Dreyfus model
Het Cursusburo en zusterorganisatie OpenCert maken gebruik van het Dreyfus model als toetsingsinstrument voor verworven vaardigheden. Het Dreyfus model helpt inzichtelijk te maken hoe studerenden door middel van formele trainingen en oefeningen kennis en vaardigheden hebben verworven.
Het Dreyfus model is vernoemd naar de broers Stuart en Hubert Dreyfus, die op 21 mei 1980 een onderzoeksverslag getiteld “A Five-Stage Model of the Mental Activities involved in Directed Skill Acquisition” hebben gedeponeerd aan de universiteit van Berkeley. Stuart Dreyfus was in die tijd onderzoeker bij het Department of Industrial Engineering en Hubert Dreyfus deed onderzoek bij het Department of Philosophy. Het verslag is ontstaan als resultaat van een gemeenschappelijk onderzoek naar de effectiviteit van gerichte training voor het opdoen van nieuwe vaardigheden. In latere jaren zou het model door Stuart Dreyfus worden verfijnd tot het instrument waar we tegenwoordig gebruik van maken.

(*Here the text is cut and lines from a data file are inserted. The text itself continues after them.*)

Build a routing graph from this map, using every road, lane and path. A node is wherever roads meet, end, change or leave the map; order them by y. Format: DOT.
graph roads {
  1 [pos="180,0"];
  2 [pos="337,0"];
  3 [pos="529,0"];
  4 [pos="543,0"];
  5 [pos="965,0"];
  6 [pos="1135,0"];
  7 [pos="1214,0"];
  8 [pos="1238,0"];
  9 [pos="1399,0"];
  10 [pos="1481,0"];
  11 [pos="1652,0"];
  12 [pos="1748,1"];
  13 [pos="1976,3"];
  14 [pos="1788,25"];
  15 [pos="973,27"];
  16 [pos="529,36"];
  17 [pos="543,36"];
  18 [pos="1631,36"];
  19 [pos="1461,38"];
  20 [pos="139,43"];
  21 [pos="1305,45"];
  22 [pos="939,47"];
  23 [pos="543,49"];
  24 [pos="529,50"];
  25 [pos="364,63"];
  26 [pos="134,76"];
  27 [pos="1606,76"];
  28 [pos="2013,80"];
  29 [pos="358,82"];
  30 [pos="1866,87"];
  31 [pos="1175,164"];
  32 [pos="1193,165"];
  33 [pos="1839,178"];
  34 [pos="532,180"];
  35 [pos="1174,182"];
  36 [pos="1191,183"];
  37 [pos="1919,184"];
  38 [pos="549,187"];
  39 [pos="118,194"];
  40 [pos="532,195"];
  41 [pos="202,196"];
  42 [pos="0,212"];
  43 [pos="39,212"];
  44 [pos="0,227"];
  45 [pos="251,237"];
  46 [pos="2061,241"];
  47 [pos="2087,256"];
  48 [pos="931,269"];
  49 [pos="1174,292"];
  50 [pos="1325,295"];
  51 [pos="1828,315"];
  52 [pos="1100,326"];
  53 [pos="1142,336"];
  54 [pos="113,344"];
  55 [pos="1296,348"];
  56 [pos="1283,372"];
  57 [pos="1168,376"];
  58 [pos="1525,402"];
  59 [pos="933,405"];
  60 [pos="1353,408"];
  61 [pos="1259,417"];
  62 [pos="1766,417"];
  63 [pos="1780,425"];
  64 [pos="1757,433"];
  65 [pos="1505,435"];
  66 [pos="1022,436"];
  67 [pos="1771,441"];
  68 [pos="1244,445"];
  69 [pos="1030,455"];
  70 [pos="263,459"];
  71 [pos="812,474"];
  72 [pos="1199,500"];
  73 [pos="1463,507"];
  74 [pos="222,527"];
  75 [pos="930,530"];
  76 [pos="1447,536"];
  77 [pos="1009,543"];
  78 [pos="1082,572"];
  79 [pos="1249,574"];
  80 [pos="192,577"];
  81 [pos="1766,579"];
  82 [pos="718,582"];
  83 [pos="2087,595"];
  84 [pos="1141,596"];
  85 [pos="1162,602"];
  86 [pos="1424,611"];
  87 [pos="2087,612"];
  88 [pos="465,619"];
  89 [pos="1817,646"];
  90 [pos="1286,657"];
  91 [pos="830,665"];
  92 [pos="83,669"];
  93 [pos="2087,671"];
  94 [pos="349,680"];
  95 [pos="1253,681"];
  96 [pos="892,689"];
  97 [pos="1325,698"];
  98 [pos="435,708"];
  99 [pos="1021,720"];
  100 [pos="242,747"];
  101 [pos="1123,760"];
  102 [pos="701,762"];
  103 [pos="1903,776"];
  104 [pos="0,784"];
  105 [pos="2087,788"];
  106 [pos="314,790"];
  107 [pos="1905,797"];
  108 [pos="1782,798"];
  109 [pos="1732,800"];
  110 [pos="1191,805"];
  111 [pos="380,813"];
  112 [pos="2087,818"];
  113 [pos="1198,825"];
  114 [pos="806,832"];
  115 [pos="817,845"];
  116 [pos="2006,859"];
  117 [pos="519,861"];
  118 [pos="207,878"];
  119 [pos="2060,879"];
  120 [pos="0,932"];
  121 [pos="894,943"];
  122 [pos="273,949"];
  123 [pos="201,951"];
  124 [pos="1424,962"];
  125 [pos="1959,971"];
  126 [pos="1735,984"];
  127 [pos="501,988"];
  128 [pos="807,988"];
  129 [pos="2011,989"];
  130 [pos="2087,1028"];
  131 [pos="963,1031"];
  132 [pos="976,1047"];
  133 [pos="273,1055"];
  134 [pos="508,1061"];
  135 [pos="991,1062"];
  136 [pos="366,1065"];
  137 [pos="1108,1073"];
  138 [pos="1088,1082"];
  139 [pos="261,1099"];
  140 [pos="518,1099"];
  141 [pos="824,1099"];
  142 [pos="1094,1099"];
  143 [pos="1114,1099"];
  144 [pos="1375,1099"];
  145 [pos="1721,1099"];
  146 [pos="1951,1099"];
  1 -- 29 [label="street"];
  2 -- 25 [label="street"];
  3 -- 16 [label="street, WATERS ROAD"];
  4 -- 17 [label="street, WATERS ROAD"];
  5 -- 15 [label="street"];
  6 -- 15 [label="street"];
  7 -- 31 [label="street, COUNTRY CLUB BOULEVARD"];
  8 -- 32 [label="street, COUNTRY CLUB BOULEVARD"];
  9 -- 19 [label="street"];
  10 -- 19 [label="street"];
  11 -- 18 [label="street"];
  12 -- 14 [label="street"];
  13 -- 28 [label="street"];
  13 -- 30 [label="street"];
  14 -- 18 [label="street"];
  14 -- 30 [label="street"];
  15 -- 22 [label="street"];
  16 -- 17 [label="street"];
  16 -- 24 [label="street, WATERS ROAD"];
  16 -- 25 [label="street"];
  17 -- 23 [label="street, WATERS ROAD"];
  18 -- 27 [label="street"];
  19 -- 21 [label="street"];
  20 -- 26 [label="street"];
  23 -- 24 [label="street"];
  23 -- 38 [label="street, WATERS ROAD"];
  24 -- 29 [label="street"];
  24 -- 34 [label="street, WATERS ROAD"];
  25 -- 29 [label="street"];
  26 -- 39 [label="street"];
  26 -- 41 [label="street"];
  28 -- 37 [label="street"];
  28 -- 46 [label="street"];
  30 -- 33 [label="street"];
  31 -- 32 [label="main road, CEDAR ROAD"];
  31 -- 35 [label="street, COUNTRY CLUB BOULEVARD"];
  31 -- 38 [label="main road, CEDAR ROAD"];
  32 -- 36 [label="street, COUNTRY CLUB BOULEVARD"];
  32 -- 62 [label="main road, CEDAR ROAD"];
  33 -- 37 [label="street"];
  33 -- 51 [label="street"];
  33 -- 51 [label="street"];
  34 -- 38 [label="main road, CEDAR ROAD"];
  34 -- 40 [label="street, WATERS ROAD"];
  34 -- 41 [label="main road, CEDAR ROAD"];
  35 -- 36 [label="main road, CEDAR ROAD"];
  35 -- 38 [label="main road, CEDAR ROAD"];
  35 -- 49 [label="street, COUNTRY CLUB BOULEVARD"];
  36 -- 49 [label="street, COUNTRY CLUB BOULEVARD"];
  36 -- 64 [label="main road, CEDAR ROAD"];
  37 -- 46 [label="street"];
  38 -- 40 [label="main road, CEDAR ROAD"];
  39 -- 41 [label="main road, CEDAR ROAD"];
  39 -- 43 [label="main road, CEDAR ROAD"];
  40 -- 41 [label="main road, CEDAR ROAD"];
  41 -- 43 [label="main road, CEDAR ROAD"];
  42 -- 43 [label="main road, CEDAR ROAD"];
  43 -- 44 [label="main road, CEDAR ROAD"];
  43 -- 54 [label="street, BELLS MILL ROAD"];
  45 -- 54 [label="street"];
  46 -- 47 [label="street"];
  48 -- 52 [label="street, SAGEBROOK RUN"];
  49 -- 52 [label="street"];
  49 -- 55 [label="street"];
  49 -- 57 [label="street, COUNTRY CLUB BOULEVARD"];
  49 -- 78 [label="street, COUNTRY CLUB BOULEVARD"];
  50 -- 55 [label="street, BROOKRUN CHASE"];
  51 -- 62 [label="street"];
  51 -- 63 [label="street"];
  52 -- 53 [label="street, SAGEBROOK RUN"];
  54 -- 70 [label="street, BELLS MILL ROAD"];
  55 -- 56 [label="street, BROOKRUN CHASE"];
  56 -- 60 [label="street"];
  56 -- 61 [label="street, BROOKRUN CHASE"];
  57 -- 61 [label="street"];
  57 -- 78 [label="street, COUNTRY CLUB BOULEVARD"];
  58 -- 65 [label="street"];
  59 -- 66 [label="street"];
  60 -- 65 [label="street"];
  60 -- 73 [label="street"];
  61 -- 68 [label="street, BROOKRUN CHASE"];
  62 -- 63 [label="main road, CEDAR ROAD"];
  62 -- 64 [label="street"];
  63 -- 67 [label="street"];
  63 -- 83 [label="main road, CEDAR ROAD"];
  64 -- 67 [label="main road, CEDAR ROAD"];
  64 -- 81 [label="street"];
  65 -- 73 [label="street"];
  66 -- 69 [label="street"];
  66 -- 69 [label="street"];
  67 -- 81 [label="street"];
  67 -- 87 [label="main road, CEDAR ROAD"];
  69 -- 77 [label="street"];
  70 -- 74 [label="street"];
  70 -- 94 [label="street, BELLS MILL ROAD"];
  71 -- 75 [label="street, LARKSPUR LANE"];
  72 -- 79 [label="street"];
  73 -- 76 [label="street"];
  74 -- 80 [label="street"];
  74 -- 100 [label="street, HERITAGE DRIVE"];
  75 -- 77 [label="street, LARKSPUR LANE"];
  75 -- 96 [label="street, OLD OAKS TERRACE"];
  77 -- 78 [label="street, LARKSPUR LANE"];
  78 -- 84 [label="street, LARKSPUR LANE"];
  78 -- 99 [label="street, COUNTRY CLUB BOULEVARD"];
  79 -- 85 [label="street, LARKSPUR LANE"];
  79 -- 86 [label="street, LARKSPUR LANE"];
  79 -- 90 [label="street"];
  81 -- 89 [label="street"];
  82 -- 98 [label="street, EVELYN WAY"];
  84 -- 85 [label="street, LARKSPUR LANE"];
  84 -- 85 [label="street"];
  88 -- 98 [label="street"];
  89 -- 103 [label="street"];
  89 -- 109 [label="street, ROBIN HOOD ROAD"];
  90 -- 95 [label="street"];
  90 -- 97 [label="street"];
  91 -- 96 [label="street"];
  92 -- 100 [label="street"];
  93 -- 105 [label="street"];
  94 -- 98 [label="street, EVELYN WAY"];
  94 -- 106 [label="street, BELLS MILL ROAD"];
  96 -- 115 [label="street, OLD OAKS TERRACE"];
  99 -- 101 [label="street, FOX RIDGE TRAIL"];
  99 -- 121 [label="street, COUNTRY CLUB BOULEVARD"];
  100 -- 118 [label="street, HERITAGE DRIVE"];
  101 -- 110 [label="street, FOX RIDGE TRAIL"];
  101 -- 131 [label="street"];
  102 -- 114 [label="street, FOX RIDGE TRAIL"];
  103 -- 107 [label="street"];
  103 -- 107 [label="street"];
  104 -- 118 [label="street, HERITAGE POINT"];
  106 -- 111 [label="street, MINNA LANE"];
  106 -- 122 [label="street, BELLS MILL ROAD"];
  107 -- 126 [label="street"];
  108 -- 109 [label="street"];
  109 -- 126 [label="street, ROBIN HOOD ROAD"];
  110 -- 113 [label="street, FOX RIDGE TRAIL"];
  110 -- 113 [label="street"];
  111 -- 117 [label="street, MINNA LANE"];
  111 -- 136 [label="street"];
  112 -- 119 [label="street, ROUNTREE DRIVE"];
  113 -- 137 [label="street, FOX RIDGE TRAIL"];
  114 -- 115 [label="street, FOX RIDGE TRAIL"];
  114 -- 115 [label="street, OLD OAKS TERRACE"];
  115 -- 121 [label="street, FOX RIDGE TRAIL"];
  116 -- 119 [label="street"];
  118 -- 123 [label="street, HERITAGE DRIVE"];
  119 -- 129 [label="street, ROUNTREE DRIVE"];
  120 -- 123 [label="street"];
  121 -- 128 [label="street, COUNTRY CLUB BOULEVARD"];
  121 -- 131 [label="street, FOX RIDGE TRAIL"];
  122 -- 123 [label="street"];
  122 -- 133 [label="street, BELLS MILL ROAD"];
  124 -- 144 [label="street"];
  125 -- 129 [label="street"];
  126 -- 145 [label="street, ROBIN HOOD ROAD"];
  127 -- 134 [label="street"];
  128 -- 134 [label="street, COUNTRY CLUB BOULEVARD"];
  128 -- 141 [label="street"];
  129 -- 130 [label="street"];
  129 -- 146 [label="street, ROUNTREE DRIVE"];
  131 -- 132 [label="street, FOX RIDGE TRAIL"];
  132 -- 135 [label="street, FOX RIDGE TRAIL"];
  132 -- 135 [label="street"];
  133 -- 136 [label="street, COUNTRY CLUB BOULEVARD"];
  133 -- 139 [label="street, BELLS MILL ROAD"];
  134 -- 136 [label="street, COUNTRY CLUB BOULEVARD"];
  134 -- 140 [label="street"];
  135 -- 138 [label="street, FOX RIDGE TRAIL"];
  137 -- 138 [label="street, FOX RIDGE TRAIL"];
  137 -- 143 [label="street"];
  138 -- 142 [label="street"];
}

Anyone who wishes to acquire a new skill is immediately faced with two options. He can, like a baby, pick it up by imitation and floundering trial–and-error, or he can seek the aid of an instructor or instructional manual. The latter approach is far more efficient, and in the case of dangerous activities, such as aircraft piloting, essential.
Iemand die volledig nieuw is in een vakgebied en geen idee heeft wat hij of zij aan het doen is, is een novice. Als je kennis hebt van de materie en je weg kunt vinden in het vakgebied dan ben je beginner. Iemand die geconfronteerd wordt met nieuwe situaties binnen het vakgebied waar het geleerde niet meer van toepassing is, heet competent. En wie heel goed is geworden in zijn vak, heet proficient. Iemand is een expert als het vakgebied intuïtief wordt benaderd en uitdagingen routinematig, bijna gedachteloos, worden aangegaan. Nederlandse vertalingen zouden ’trainee’, ‘beginner’, ‘vaardig’, ‘bekwaam’ en ‘deskundig’ kunnen zijn.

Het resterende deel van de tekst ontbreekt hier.